== WORKING DATA ==

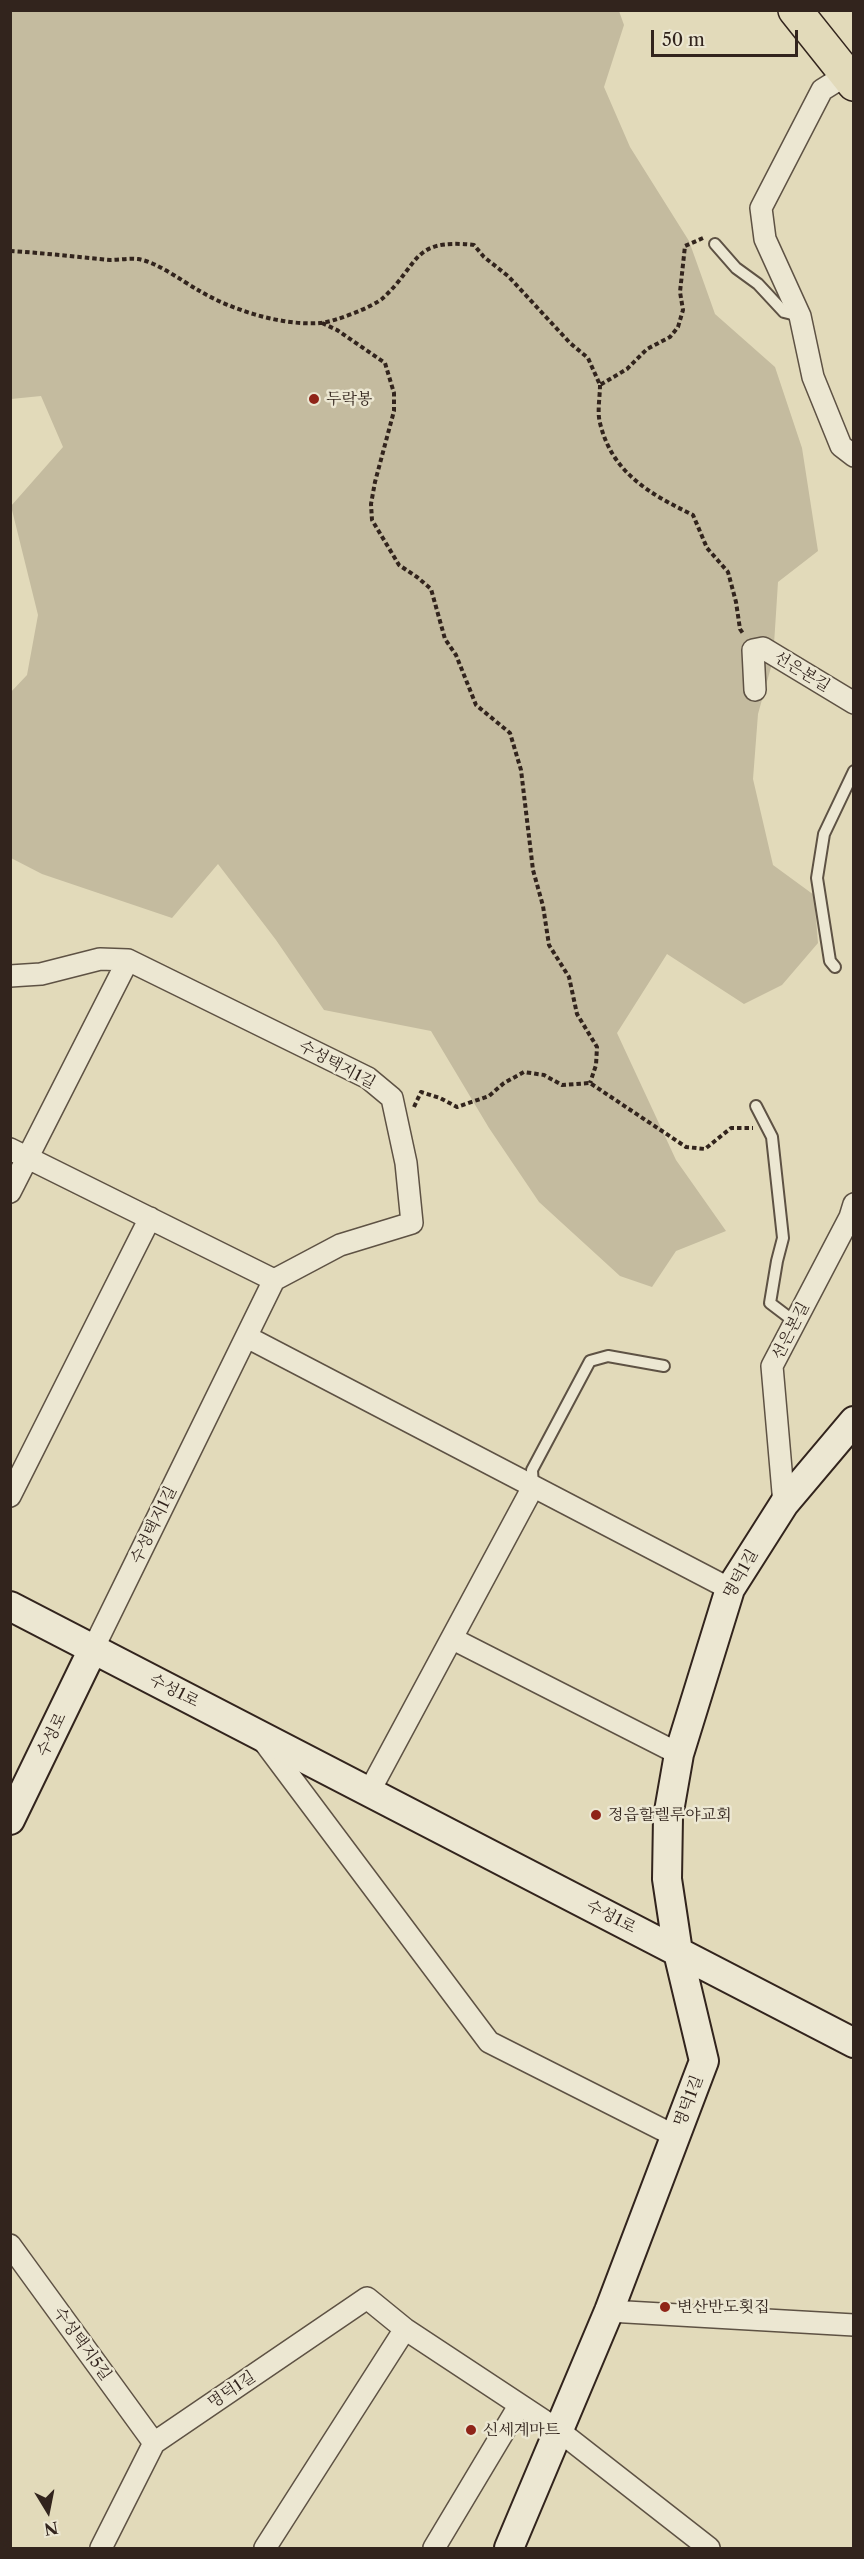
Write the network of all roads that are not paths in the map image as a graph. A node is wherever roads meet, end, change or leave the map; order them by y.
1 (795, 10) edge
2 (851, 73) edge
3 (715, 244) road end
4 (800, 316) junction
5 (854, 456) edge
6 (755, 690) dead end
7 (854, 703) edge
8 (854, 771) edge
9 (128, 960) junction
10 (835, 967) dead end
11 (10, 976) edge
12 (756, 1106) dead end
13 (19, 1154) edge
14 (10, 1192) edge
15 (852, 1214) edge
16 (150, 1218) junction
17 (274, 1280) junction
18 (795, 1322) junction
19 (247, 1337) junction
20 (664, 1366) dead end
21 (854, 1421) edge
22 (533, 1487) junction
23 (10, 1496) edge
24 (784, 1503) junction
25 (730, 1589) junction
26 (10, 1606) edge
27 (453, 1639) junction
28 (93, 1649) junction
29 (261, 1736) junction
30 (679, 1754) junction
31 (369, 1792) junction
32 (10, 1820) edge
33 (678, 1952) junction
34 (854, 2043) edge
35 (675, 2136) junction
36 (10, 2245) edge
37 (609, 2312) junction
38 (854, 2325) edge
39 (405, 2329) junction
40 (519, 2406) junction
41 (558, 2430) junction
42 (154, 2444) junction
43 (101, 2548) edge
44 (265, 2548) edge
45 (434, 2548) edge
46 (509, 2548) edge
47 (709, 2548) edge

1 - 2 main road
2 - 4 street
3 - 4 lane
4 - 5 street
6 - 7 street, 선은본길
8 - 10 lane
9 - 11 street, 수성택지1길
9 - 13 street
9 - 17 street, 수성택지1길
12 - 18 lane
13 - 14 street
13 - 16 street
15 - 18 street, 선은본길
16 - 17 street
16 - 23 street
17 - 19 street, 수성택지1길
18 - 24 street, 선은본길
19 - 22 street
19 - 28 street, 수성택지1길
20 - 22 lane
21 - 24 street, 명덕1길
22 - 25 street
22 - 27 street
24 - 25 street, 명덕1길
25 - 30 street, 명덕1길
26 - 28 street, 수성1로
27 - 30 street
27 - 31 street
28 - 29 street, 수성1로
28 - 32 street, 수성로
29 - 31 street, 수성1로
29 - 35 street
30 - 33 street, 명덕1길
31 - 33 street, 수성1로
33 - 34 street, 수성1로
33 - 35 street, 명덕1길
35 - 37 street, 명덕1길
36 - 42 street, 수성택지5길
37 - 38 street
37 - 41 street, 명덕1길
39 - 40 street, 명덕1길
39 - 42 street, 명덕1길
39 - 44 street
40 - 41 street, 명덕1길
40 - 45 street
41 - 46 street, 명덕1길
41 - 47 street, 명덕1길
42 - 43 street, 명덕1길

===

TASK
Only the text of the records belongs in your answer, copied exactly as it appears above.

RESULT BELOW
Write the network of all roads that are not paths in the map image as a graph. A node is wherever roads meet, end, change or leave the map; order them by y.
1 (795, 10) edge
2 (851, 73) edge
3 (715, 244) road end
4 (800, 316) junction
5 (854, 456) edge
6 (755, 690) dead end
7 (854, 703) edge
8 (854, 771) edge
9 (128, 960) junction
10 (835, 967) dead end
11 (10, 976) edge
12 (756, 1106) dead end
13 (19, 1154) edge
14 (10, 1192) edge
15 (852, 1214) edge
16 (150, 1218) junction
17 (274, 1280) junction
18 (795, 1322) junction
19 (247, 1337) junction
20 (664, 1366) dead end
21 (854, 1421) edge
22 (533, 1487) junction
23 (10, 1496) edge
24 (784, 1503) junction
25 (730, 1589) junction
26 (10, 1606) edge
27 (453, 1639) junction
28 (93, 1649) junction
29 (261, 1736) junction
30 (679, 1754) junction
31 (369, 1792) junction
32 (10, 1820) edge
33 (678, 1952) junction
34 (854, 2043) edge
35 (675, 2136) junction
36 (10, 2245) edge
37 (609, 2312) junction
38 (854, 2325) edge
39 (405, 2329) junction
40 (519, 2406) junction
41 (558, 2430) junction
42 (154, 2444) junction
43 (101, 2548) edge
44 (265, 2548) edge
45 (434, 2548) edge
46 (509, 2548) edge
47 (709, 2548) edge

1 - 2 main road
2 - 4 street
3 - 4 lane
4 - 5 street
6 - 7 street, 선은본길
8 - 10 lane
9 - 11 street, 수성택지1길
9 - 13 street
9 - 17 street, 수성택지1길
12 - 18 lane
13 - 14 street
13 - 16 street
15 - 18 street, 선은본길
16 - 17 street
16 - 23 street
17 - 19 street, 수성택지1길
18 - 24 street, 선은본길
19 - 22 street
19 - 28 street, 수성택지1길
20 - 22 lane
21 - 24 street, 명덕1길
22 - 25 street
22 - 27 street
24 - 25 street, 명덕1길
25 - 30 street, 명덕1길
26 - 28 street, 수성1로
27 - 30 street
27 - 31 street
28 - 29 street, 수성1로
28 - 32 street, 수성로
29 - 31 street, 수성1로
29 - 35 street
30 - 33 street, 명덕1길
31 - 33 street, 수성1로
33 - 34 street, 수성1로
33 - 35 street, 명덕1길
35 - 37 street, 명덕1길
36 - 42 street, 수성택지5길
37 - 38 street
37 - 41 street, 명덕1길
39 - 40 street, 명덕1길
39 - 42 street, 명덕1길
39 - 44 street
40 - 41 street, 명덕1길
40 - 45 street
41 - 46 street, 명덕1길
41 - 47 street, 명덕1길
42 - 43 street, 명덕1길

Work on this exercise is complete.